TRAVERSE CITY, Mich. (Aug. 2, 2106) — General Motors Co.'s longtime chief economist has nothing but sunshine and smiles in a forecast that predicts continued low oil prices, continued growth in the U.S .economy and continued strong vehicle sales.
“Compared to anybody else, the U.S. and North America are doing very, very well,” Mustafa Mohatarem told a rapt audience Aug. 2 at the Center for Automotive Research's Management Briefing Seminars in Traverse City.
Mr. Mohatarem said the current economic recovery has been historically unusual because it's been much slower and more erratic than normal. That, he said, “leaves you with the impression that something is wrong with the economy. But you drive around…and you see every other establishment with a help wanted sign.”
“What's missing,” he continued, “is that nobody's excited about this economy.”
In terms of existing auto sales, Mr. Mohatarem said growth has come from two demographic groups: those below age 35 and those over 70.
“We're seeing that millennials are, in fact, buying cars. Our economy may not be growing strongly, but it is growing,” Mr. Mohatarem said. “This cycle is long, it's been very healthy for autos and auto suppliers, and I expect that to continue.”
Forecast hasn't changed
Mr. Mohatarem has been a regular at the seminars, and he said his forecast hasn't changed much. He still sees upside potential. Oil prices, for example, will remain low for the foreseeable future, keeping more money in consumers' pockets.
“Here we are, courtesy of fracking, we've drilled our way to much lower oil prices. I don't see anything out there that suggests that's about to change.”
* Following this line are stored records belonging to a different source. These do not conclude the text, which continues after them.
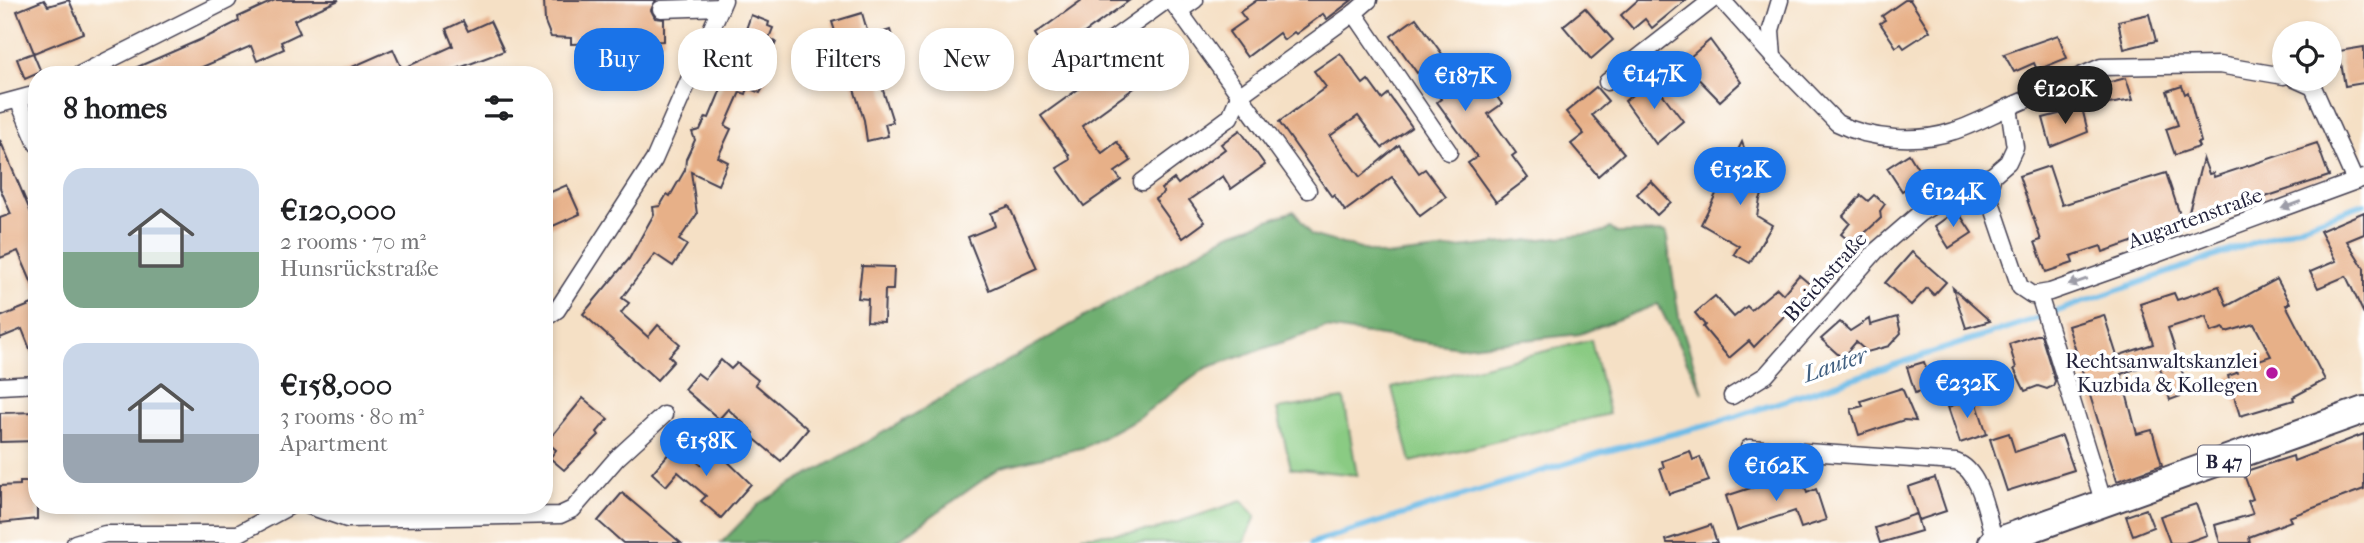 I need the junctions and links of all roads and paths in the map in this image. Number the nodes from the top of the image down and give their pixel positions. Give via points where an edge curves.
1 (228, 0) edge
2 (1195, 0) edge
3 (1369, 0) edge
4 (1712, 0) edge
5 (1723, 0) edge
6 (1780, 0) edge
7 (722, 4) edge
8 (1172, 4) edge
9 (661, 9) dead end
10 (1354, 13) junction
11 (1134, 28) edge
12 (1773, 57) junction
13 (97, 66) edge
14 (2272, 74) edge
15 (1607, 82) dead end
16 (2315, 91) edge
17 (28, 96) edge
18 (1239, 96) junction
19 (18, 100) junction
20 (0, 104) edge
21 (2001, 110) junction
22 (28, 123) edge
23 (1449, 152) dead end
24 (1993, 175) junction
25 (2360, 180) edge
26 (1142, 183) dead end
27 (1308, 190) dead end
28 (2040, 299) junction
29 (553, 313) edge
30 (28, 384) edge
31 (0, 386) edge
32 (1732, 396) dead end
33 (2364, 410) edge
34 (664, 415) dead end
35 (1749, 448) dead end
36 (2104, 504) junction
37 (275, 514) edge
38 (332, 514) edge
39 (1993, 542) edge
40 (75, 543) edge

1 - 13 street
2 - 8 street
3 - 10 street
4 - 15 street
5 - 12 street
6 - 12 street via 1772,30
7 - 9 street
7 - 29 street via 654,160
8 - 11 street
8 - 18 street
10 - 18 street
10 - 23 street
12 - 21 street via 1837,123 1868,134 1900,137 1952,132
14 - 21 street via 2219,65 2101,67
16 - 25 street
17 - 19 street
18 - 26 street via 1230,117
18 - 27 street
19 - 20 street
19 - 22 street
21 - 24 street via 2014,146 2008,162
24 - 28 street via 1988,193 1992,211 2020,287
24 - 32 street, Bleichstraße via 1920,213 1876,251 1766,375
25 -> 28 street, Augartenstraße
28 - 36 street
30 - 31 street
33 - 36 main road, B 47
34 - 38 street via 617,458 573,509 560,515 347,519
35 - 39 street via 1956,462 1966,466 1974,478
36 - 39 main road, B 47
37 - 40 street via 238,534 105,534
Continued low oil prices and “a healthy economy has really reversed the decline [in miles traveled]. Americans like to drive, Americans are driving, and as long as it's cost effective, they'll continue to drive,” he said.
According to the GM economist, inflation — which could deteriorate economic growth — “is a non-issue” globally. Mr. Mohatarem said interest rates will remain low, as will oil prices, with both contributing to continued improvement in auto sales.
He also dismissed concern about tightening credit among auto lenders that could put a brake on auto sales. He said the balance sheet of American households is “very, very strong right now,” which should keep auto sales growing.
“Lending to autos has been so profitable, that there's probably more supply than demand right now. It's probably one of the most profitable activities for lenders right now,” Mr. Mohatarem said.
Larry Vellequette is a reporter with Automotive News, a Detroit-based sister publication of Tire Business.